- [Description of the task]:
Lines containing the word "York": say how many there are in the listing, with only the number as the answer.

=== Begin Enclosure ===

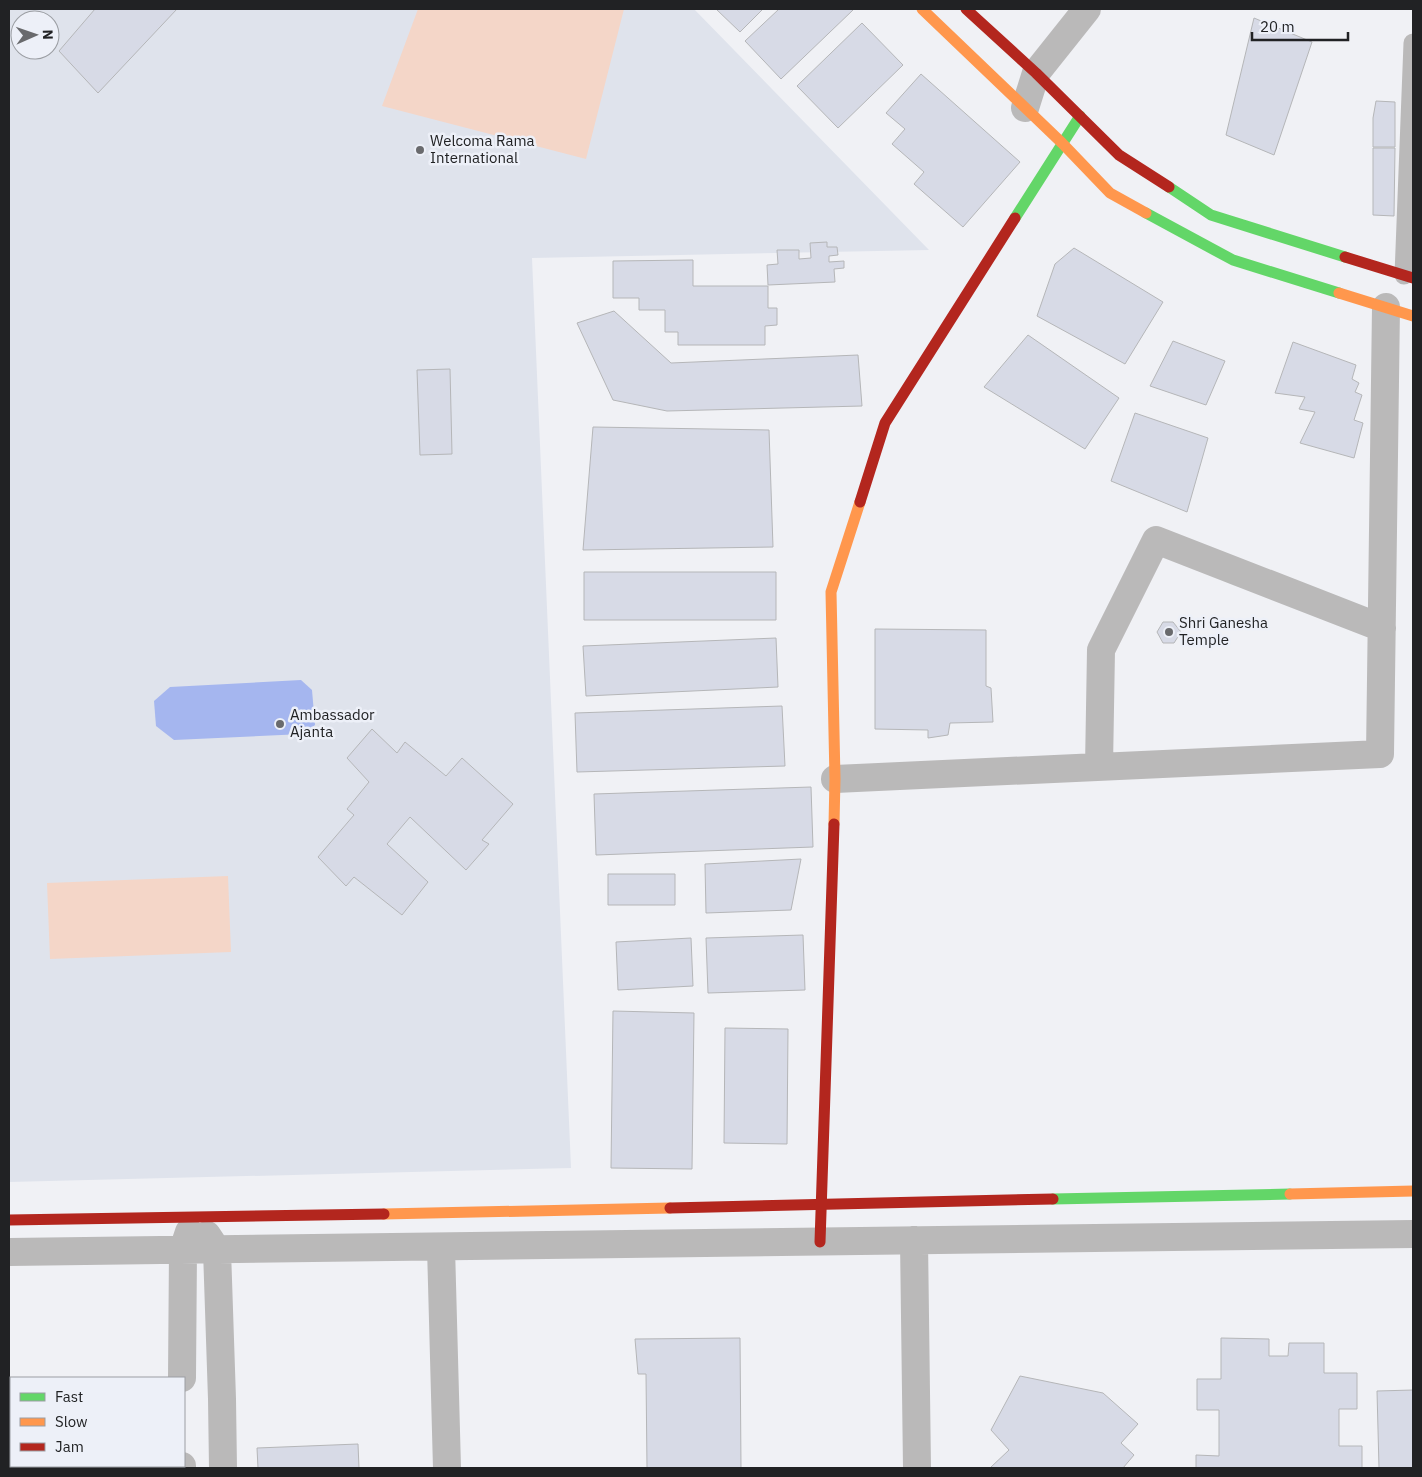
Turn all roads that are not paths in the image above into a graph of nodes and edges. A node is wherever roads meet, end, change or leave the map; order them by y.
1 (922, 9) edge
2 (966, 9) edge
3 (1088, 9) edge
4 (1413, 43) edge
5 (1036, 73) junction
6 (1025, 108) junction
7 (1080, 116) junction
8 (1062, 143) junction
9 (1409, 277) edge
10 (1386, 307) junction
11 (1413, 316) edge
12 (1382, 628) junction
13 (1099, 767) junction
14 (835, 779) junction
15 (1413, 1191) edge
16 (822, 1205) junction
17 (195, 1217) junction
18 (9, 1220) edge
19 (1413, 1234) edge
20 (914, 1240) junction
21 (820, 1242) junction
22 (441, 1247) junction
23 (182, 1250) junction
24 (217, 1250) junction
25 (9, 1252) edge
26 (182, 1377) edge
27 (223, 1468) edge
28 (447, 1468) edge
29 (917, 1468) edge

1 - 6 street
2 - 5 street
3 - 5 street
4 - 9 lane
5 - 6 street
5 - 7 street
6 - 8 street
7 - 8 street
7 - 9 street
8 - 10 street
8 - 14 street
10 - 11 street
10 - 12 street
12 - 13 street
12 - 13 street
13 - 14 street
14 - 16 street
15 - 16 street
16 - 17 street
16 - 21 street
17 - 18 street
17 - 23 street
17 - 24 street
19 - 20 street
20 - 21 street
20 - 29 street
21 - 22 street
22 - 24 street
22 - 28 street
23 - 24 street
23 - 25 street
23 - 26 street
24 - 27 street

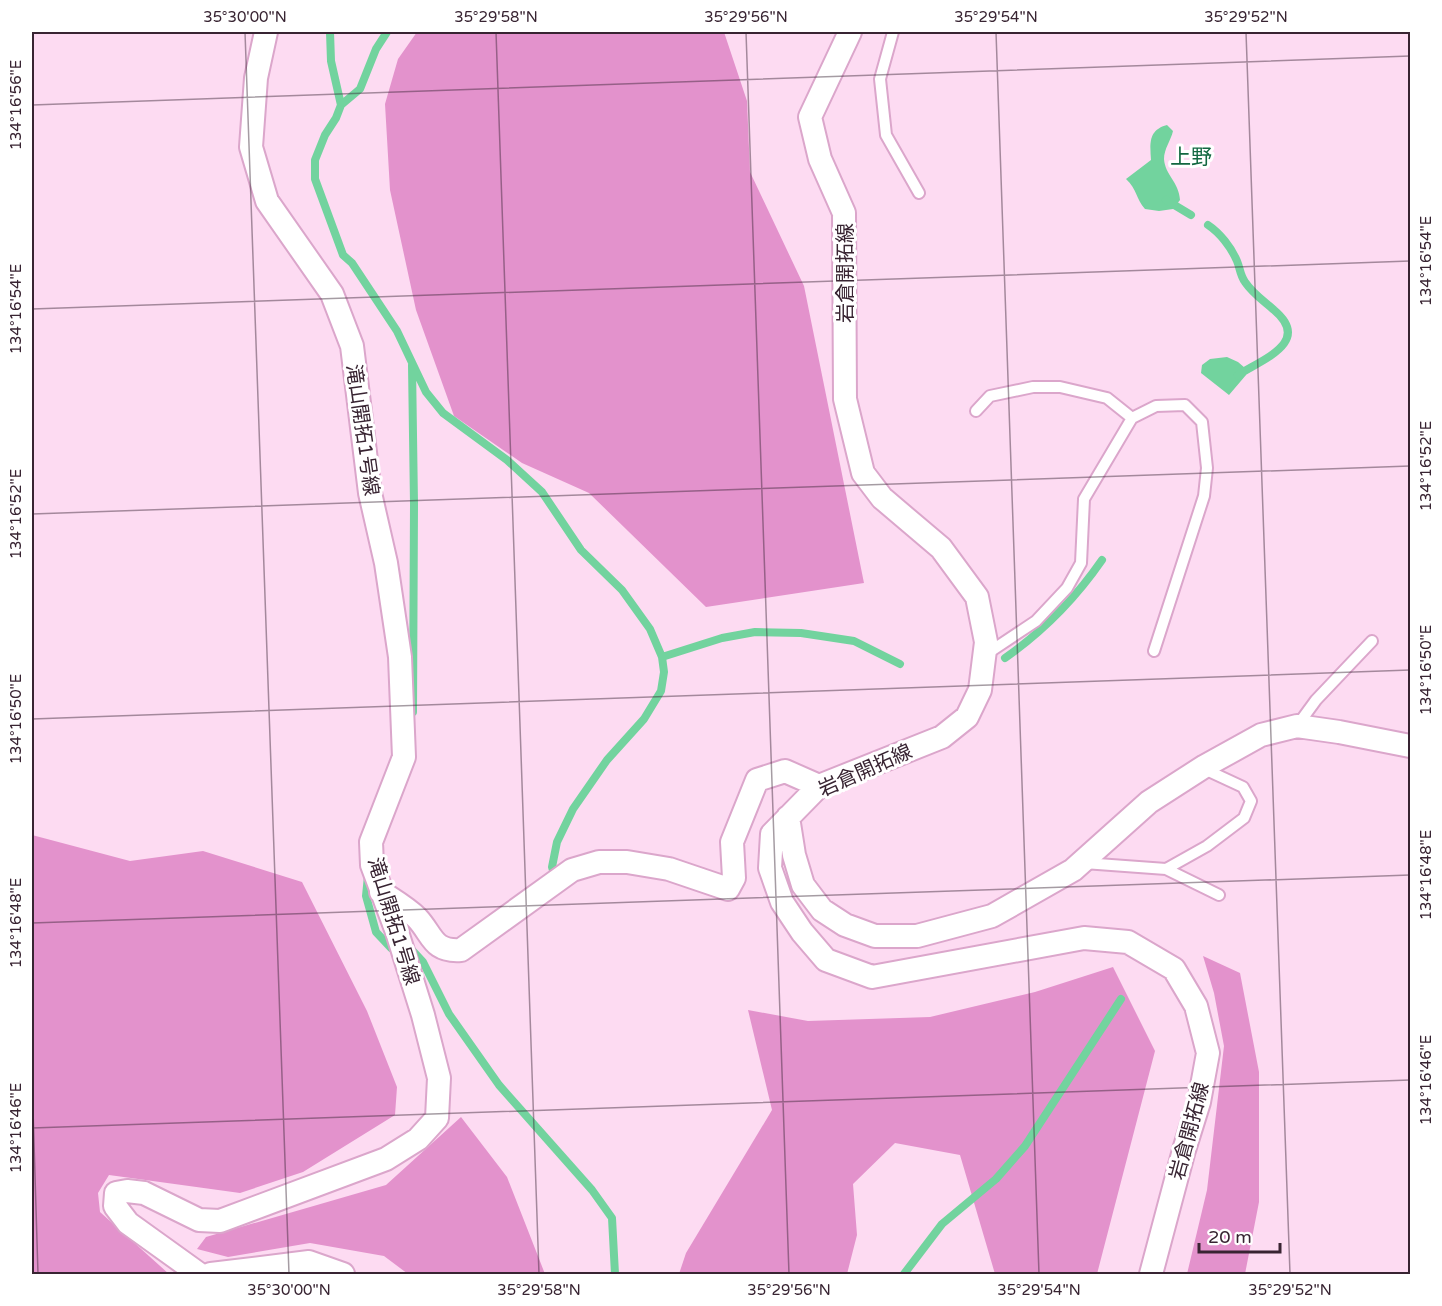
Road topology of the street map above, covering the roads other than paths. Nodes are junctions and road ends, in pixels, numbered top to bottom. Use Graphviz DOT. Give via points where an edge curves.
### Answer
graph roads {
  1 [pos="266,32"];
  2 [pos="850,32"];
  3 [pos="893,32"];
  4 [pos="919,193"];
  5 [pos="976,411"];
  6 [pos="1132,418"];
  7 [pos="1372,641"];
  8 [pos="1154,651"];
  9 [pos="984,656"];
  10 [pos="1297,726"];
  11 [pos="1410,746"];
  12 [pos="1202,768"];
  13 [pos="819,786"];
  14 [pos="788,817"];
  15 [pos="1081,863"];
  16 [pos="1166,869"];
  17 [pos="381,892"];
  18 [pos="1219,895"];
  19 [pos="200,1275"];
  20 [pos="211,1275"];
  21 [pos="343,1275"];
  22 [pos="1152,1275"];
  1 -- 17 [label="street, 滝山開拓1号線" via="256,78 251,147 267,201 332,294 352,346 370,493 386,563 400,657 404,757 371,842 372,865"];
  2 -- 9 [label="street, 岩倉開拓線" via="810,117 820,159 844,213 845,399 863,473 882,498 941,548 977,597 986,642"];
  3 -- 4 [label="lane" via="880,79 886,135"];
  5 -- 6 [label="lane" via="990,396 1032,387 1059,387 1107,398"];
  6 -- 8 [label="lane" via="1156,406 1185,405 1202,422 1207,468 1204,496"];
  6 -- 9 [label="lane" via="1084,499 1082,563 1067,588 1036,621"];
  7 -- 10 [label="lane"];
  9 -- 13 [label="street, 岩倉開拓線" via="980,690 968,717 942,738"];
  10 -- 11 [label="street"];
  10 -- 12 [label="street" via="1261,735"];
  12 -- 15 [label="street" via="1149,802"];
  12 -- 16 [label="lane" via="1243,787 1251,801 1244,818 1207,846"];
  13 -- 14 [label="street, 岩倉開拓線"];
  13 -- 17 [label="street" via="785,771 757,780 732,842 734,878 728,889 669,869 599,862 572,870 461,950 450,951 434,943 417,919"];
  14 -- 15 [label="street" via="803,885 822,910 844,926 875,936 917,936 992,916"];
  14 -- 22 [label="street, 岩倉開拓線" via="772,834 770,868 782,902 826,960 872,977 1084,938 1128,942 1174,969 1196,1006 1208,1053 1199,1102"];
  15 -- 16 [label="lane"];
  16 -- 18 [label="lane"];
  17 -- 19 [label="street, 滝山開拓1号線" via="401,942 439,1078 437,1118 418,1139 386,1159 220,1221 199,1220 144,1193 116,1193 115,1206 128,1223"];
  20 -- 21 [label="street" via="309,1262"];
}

=== End Enclosure ===
=== Begin Enclosure ===

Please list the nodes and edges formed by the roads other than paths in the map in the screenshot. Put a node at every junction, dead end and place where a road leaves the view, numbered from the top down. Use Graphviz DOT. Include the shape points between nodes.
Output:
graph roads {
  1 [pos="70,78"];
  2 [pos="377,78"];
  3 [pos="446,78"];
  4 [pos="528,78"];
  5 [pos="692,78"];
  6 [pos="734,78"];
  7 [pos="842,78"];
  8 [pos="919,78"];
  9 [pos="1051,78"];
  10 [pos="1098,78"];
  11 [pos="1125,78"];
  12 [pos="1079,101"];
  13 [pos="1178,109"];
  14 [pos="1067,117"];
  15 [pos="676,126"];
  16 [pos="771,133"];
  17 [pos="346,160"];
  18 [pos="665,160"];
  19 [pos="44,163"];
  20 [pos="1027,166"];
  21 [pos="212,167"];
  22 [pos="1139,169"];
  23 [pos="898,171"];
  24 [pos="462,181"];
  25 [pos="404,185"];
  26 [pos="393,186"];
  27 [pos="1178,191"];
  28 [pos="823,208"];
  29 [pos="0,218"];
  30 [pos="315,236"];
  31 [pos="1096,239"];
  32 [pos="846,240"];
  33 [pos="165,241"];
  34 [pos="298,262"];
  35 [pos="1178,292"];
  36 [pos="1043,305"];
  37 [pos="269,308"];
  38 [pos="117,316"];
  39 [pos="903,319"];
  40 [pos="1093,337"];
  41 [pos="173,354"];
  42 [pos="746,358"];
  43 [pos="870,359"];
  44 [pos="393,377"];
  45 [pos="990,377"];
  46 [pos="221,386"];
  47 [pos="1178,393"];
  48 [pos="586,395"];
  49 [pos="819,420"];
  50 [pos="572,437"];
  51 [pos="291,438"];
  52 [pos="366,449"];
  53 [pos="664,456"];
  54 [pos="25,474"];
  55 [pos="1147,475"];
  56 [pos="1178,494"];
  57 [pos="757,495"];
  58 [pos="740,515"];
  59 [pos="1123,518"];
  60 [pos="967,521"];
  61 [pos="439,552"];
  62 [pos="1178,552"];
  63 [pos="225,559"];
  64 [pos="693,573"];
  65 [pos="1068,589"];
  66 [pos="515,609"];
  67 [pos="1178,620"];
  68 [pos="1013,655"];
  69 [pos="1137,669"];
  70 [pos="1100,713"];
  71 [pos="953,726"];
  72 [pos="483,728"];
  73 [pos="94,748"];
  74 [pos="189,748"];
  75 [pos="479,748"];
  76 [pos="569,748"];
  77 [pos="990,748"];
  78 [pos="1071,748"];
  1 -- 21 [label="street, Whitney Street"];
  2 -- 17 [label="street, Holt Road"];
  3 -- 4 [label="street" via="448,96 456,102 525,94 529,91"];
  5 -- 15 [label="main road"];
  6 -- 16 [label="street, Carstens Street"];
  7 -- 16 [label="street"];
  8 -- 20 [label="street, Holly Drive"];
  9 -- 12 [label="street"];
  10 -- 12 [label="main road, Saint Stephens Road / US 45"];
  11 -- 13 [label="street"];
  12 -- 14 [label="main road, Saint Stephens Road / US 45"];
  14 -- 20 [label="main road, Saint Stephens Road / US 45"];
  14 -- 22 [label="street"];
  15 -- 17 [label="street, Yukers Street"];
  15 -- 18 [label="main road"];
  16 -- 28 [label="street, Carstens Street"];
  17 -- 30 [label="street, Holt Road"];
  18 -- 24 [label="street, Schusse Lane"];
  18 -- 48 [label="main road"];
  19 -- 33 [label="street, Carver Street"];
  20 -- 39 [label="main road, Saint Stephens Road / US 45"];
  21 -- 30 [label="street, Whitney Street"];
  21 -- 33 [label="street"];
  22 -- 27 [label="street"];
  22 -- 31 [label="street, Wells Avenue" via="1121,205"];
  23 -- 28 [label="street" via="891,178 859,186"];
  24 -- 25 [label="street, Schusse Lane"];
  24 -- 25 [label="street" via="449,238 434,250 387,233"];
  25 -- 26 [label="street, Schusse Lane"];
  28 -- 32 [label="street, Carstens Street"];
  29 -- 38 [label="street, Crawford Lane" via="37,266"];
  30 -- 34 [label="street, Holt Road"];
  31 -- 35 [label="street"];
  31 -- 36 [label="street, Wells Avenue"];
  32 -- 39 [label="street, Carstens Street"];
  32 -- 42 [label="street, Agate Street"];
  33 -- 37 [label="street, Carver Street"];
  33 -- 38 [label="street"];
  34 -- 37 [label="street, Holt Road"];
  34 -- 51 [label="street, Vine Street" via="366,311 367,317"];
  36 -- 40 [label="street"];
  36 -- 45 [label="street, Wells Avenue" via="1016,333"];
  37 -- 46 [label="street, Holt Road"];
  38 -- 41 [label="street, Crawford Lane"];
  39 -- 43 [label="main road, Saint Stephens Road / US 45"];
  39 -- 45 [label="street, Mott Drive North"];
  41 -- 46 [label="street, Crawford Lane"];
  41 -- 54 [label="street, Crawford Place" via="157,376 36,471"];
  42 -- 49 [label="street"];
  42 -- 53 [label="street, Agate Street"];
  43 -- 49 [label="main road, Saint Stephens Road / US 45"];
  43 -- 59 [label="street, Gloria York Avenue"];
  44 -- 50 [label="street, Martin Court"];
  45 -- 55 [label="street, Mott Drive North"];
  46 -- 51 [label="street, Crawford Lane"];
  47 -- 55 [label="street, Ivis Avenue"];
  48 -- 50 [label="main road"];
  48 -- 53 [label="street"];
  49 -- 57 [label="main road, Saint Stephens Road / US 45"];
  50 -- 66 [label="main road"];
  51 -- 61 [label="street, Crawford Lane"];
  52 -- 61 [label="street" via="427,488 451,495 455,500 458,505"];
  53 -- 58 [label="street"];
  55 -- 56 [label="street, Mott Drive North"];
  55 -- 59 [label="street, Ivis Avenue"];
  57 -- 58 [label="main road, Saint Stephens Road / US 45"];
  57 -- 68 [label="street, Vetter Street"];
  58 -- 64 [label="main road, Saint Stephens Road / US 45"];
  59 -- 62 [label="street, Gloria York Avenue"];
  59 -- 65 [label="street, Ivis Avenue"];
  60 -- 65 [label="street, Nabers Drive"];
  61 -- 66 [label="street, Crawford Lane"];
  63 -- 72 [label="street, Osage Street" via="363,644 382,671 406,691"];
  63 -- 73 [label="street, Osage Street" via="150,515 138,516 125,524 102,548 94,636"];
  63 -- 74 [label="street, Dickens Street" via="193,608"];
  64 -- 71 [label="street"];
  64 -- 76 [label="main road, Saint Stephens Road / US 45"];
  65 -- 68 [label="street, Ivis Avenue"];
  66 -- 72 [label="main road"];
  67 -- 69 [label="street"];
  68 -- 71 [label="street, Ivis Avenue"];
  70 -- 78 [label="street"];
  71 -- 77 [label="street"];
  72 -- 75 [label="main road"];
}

=== End Enclosure ===
=== Begin Enclosure ===

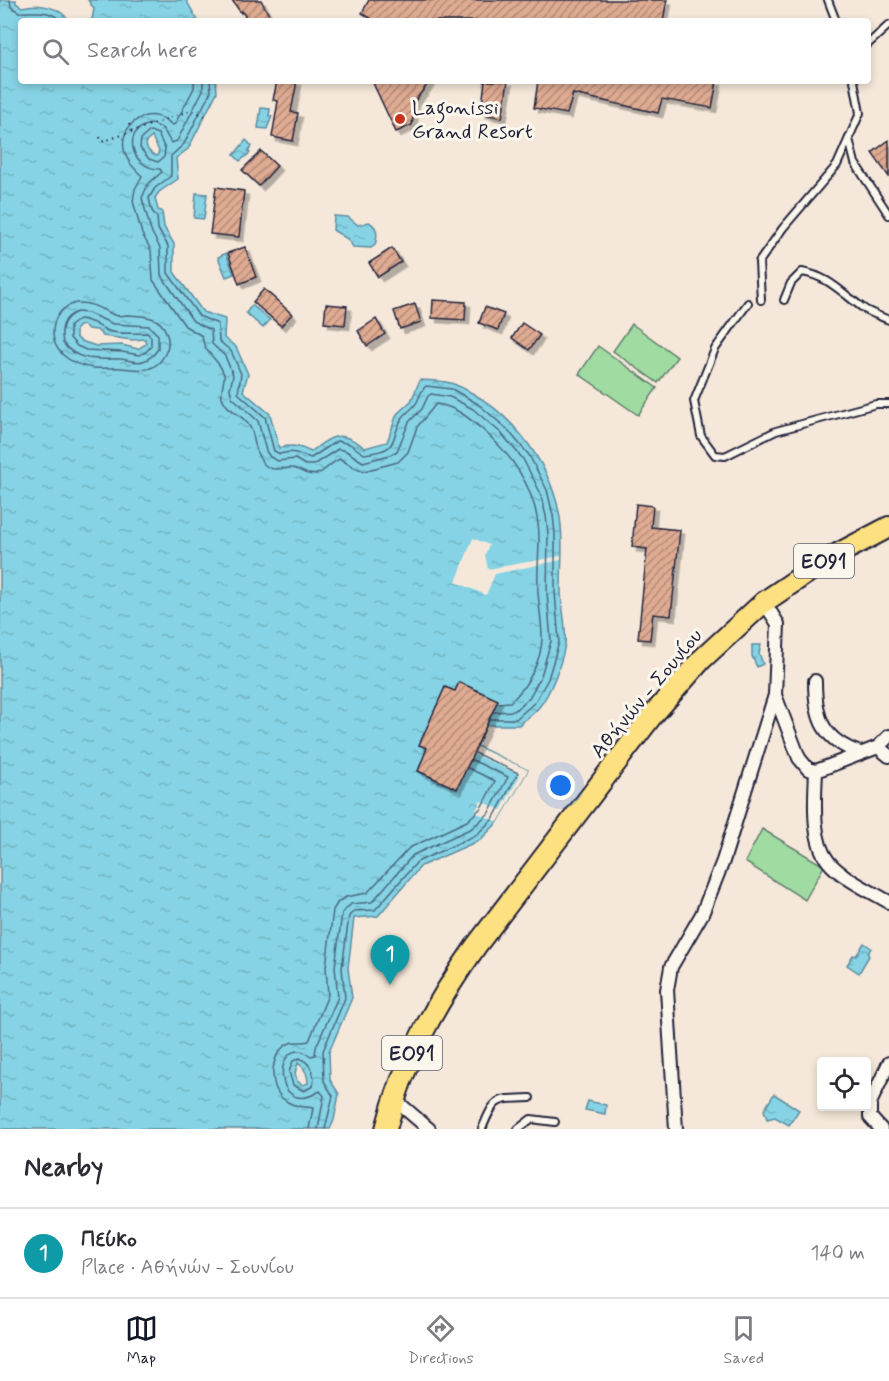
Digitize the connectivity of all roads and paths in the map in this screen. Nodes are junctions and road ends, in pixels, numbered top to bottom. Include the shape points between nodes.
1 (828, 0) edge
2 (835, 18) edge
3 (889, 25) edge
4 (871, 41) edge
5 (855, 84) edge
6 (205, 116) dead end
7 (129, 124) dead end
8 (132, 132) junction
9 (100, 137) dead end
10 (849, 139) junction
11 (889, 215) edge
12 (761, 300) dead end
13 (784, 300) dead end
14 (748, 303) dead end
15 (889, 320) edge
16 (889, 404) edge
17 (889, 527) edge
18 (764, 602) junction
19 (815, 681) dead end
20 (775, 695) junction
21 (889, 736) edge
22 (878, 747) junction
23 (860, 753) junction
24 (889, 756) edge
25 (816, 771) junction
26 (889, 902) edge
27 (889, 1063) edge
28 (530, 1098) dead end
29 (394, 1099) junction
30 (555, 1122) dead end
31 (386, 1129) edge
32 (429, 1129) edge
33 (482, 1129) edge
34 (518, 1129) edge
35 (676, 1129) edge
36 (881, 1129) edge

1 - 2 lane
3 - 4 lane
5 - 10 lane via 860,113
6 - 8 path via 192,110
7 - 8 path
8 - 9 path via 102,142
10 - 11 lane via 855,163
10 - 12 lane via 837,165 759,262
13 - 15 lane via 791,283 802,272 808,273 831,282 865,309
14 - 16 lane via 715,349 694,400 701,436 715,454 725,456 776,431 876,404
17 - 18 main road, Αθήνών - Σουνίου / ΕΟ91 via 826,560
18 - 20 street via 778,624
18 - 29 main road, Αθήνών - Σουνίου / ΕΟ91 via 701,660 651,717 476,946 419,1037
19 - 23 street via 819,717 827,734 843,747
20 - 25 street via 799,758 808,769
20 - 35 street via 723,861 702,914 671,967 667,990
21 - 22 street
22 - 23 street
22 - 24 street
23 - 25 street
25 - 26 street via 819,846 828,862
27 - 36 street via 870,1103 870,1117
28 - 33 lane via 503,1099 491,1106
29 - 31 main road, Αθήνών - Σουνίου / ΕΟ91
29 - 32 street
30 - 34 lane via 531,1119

=== End Enclosure ===

- [Exercise result]:
2